Dota was originally a mod to Starcraft before it moved to Warcraft 3 and became Dota as we know it. That started an entirely new genre that came out of the blue, and that’s a genre that has been going strong for over a decade at this point. Now, within Dota there was a mod that came out last year called Auto Chess that has now become a genre, and there are many games out there to play it. It’s basically you making choices but the game plays itself. And that challenges a lot of what people would say is traditionally a game, but there’s so much depth that it became really popular.
Minecraft was one of those games as well. Minecraft challenged the traditional expectation of a game to have a start and an end, to give you a set of objectives, and to tell you what you need to do one step at a time. It also changed the attitude towards graphics at a time when people wanted everything to be HD. Here’s the most popular game in the world right now, and it doesn’t aspire to anything that we would deem traditional.
— The modding community used to be more prevalent in a lot of games, but in the last couple of years we’ve seen less room for modders. How crucial do you think modders are to pushing the industry further and adding new ideas?
— I think back in the day modding was one of the few ways to come up with new ideas because it’s basically the democratization of game-making.
It’s not just the developer that makes games now, as everybody can be a developer through the set of tools that are going in. It’s kind of sad that developers are moving away from modding in some ways, but I can understand that, because modern technologies and everything are moving away from a lot of the tools that allow modders to work the way they want to work.
There’s also all sorts of copyright concerns and people using modding in wrong ways, let’s say, that are definitely delivering negative experiences to other players. So, there is a downside of modding that is unfortunately one of the reasons communities are becoming a little bit more careful about it.
However, we are more focused on user-generated content than ever before, and a lot of games are giving tools to users to be able to create their own experiences. I’ve already mentioned Minecraft, for example, which allows a lot of creativity, as does the Mario Maker series or even Dreams, recently released on Playstation.
— Your top three games of all time?
— Super Street Fighter 2, The Legend of Zelda: A Link to the Past, StarCraft: Brood War.
— Best video game story of the last decade?
— To the Moon. It’s an amazing game, a beautiful story.
— Bad Company 2 or Battlefield 4?
— Oh, that’s tough… What I told my team is that my favorite Battlefield is Battlefield Vietnam, actually. That’s a really good time—I have very fun memories playing that game. Bad Company 2 is great, and Battlefield 4 is great for different reasons. I love both. I can’t choose.
— PS or Xbox?
— I have very fond memories of my first PlayStation, so I was always playing a lot of PlayStation games, but I use Xbox a lot as well, so it’s difficult to answer that. But yeah, I’m a PlayStation guy, I think.
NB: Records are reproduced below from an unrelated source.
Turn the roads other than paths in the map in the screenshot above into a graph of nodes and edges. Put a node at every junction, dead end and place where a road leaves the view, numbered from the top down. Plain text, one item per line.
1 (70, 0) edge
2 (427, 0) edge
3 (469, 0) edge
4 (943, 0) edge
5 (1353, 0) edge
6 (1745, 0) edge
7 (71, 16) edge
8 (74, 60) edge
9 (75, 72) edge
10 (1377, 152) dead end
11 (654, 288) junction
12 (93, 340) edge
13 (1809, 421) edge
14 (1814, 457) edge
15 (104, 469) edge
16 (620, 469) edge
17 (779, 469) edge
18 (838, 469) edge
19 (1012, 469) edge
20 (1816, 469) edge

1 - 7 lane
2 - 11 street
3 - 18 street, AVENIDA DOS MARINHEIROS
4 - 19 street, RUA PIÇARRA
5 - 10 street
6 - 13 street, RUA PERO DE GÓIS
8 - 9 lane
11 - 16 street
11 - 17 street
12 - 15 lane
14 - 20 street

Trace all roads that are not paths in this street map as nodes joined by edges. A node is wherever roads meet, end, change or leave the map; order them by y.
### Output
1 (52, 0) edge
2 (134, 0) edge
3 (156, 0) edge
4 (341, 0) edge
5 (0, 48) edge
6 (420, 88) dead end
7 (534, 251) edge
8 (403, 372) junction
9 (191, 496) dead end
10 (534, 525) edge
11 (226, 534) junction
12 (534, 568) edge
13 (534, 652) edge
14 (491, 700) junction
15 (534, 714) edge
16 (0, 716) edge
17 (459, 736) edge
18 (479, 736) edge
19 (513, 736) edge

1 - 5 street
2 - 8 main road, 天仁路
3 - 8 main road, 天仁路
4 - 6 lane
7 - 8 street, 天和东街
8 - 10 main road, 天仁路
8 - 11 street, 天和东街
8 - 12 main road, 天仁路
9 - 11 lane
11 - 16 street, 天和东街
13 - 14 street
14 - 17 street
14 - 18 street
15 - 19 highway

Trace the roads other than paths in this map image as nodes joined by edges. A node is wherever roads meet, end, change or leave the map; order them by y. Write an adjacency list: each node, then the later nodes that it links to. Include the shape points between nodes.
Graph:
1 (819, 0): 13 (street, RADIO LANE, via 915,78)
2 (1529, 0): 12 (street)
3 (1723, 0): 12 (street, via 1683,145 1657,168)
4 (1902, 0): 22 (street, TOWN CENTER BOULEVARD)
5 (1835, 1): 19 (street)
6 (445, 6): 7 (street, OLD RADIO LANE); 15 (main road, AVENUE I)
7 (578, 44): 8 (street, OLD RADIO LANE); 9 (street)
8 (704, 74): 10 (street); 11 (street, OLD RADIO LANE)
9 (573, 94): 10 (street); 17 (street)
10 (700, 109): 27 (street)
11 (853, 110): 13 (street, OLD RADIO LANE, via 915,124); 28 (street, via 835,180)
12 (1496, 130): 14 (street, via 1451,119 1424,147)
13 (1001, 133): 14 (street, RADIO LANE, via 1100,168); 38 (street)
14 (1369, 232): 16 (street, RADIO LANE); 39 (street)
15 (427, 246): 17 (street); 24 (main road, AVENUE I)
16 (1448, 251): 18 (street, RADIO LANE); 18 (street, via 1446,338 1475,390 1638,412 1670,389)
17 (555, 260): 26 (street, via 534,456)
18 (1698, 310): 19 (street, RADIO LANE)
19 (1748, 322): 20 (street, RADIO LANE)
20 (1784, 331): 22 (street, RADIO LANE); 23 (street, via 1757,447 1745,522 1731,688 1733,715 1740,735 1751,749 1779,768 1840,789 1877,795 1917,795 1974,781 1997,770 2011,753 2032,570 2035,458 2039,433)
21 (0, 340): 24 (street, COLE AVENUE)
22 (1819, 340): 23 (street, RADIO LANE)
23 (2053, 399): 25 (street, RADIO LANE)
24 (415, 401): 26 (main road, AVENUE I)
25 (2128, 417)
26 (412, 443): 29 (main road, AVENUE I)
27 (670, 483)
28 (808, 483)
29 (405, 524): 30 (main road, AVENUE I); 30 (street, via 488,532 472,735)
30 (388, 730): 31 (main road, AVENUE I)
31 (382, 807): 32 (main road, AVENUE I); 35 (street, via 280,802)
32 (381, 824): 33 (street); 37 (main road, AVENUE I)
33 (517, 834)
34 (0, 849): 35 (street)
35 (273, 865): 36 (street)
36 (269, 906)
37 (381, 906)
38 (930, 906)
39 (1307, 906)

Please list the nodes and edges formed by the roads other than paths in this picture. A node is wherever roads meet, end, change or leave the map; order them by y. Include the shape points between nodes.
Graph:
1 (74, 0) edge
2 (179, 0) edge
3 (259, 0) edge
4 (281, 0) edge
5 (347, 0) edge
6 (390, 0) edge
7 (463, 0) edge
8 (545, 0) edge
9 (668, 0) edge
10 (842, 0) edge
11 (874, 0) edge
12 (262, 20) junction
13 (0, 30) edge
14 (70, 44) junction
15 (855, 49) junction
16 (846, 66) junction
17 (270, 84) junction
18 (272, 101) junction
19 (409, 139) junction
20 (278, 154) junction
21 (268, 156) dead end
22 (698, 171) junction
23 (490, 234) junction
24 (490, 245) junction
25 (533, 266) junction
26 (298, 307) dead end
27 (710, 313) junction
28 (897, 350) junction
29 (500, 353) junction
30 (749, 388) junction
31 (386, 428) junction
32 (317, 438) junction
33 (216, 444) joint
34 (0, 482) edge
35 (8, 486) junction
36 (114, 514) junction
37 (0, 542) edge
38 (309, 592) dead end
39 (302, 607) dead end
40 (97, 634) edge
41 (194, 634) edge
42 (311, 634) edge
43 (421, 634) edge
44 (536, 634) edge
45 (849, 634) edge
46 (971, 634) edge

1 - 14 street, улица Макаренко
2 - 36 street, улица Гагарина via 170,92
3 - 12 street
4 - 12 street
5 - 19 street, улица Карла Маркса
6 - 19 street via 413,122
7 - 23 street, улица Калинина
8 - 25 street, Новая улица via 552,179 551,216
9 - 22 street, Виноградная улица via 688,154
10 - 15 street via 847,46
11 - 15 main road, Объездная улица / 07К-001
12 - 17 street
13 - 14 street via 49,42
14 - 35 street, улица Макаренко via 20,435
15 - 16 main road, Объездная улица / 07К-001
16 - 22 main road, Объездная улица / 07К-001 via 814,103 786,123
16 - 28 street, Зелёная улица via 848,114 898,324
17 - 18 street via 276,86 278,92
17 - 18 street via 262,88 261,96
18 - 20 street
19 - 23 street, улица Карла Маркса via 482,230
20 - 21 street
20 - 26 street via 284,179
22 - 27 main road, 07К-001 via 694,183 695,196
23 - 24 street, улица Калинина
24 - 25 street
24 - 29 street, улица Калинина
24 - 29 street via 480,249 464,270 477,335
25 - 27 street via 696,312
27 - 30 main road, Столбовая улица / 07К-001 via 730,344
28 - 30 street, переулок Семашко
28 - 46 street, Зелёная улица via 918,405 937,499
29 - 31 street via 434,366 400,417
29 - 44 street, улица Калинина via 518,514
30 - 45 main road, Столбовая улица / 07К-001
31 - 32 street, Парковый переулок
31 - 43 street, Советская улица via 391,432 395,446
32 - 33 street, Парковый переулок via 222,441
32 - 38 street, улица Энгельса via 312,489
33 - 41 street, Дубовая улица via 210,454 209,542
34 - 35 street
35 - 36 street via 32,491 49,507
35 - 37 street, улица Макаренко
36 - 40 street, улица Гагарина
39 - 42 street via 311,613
— As a gamer, single-player or multiplayer?
— I like both. Of the top three games that I told you just now, there are two multiplayer games and one of them was single player.
— What is your ideal weekend?
— Being around friends and family, playing video games, having a good meal and some beer, waking up late the next day.
— Can you recommend some professional resources that you read about the industry or game design in particular?
— I go to the usual like Gamasutra and GamesIndustry.biz. I go to those quite frequently for game industry stuff. GDC talks, I highly recommend those for everybody. They offer a lot of their videos for free on YouTube. You can also check them out if you have GDC Vault access.
As for books, I recommend Jesse Schell’s The Art of Game Design, Raph Koster’s Theory of Fun, and Eric Zimmerman’s Rules of Play—fantastic books, fantastic people as well, by the way. Really, awesome, awesome human beings.